** WORK ITEM **
Scan the records for the word "dead". Copy each line that includes it.

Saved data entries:

▼

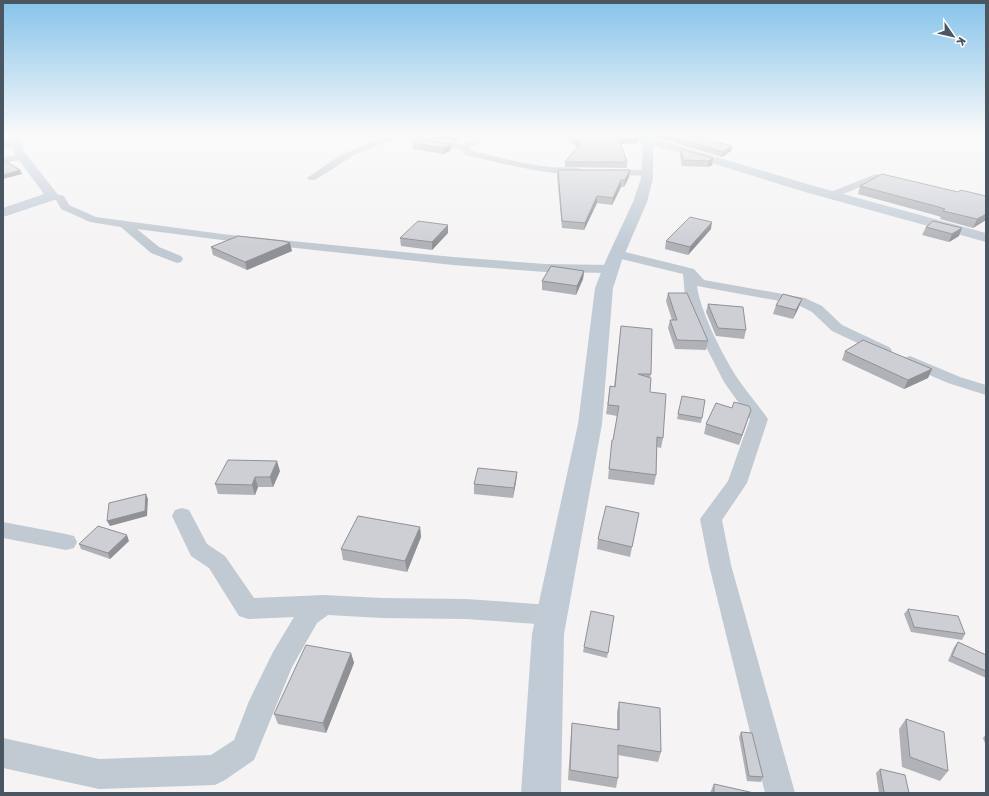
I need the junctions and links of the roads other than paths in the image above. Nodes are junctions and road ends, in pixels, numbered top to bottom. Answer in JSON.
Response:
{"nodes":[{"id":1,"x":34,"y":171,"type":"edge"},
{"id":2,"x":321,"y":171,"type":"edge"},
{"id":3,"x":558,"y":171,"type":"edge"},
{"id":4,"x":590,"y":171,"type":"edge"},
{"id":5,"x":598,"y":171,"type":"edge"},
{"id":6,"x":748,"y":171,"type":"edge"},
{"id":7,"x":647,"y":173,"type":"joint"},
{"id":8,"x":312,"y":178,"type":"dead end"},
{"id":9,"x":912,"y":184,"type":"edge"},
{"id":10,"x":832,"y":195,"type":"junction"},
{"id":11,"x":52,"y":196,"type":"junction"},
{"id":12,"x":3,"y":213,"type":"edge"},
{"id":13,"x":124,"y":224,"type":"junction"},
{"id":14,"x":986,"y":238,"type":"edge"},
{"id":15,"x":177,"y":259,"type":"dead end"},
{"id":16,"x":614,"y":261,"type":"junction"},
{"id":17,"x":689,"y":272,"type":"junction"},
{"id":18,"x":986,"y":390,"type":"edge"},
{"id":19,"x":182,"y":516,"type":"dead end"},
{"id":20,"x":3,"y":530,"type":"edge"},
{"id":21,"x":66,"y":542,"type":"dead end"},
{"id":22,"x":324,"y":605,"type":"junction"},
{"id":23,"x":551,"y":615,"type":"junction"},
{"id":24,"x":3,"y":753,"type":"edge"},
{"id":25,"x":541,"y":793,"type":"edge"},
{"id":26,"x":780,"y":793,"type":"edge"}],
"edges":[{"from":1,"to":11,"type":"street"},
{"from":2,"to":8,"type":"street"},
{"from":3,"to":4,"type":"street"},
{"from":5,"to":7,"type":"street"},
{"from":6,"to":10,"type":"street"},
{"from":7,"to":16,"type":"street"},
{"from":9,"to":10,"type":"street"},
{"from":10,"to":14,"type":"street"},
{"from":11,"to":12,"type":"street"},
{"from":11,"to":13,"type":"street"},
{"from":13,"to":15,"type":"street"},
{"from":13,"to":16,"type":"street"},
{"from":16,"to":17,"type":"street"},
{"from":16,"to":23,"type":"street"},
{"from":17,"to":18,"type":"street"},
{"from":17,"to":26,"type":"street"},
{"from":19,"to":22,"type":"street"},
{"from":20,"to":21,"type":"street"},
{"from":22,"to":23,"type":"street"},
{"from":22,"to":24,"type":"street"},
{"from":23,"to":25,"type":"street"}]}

▲

** THE ANSWER **
{"id":8,"x":312,"y":178,"type":"dead end"},
{"id":15,"x":177,"y":259,"type":"dead end"},
{"id":19,"x":182,"y":516,"type":"dead end"},
{"id":21,"x":66,"y":542,"type":"dead end"},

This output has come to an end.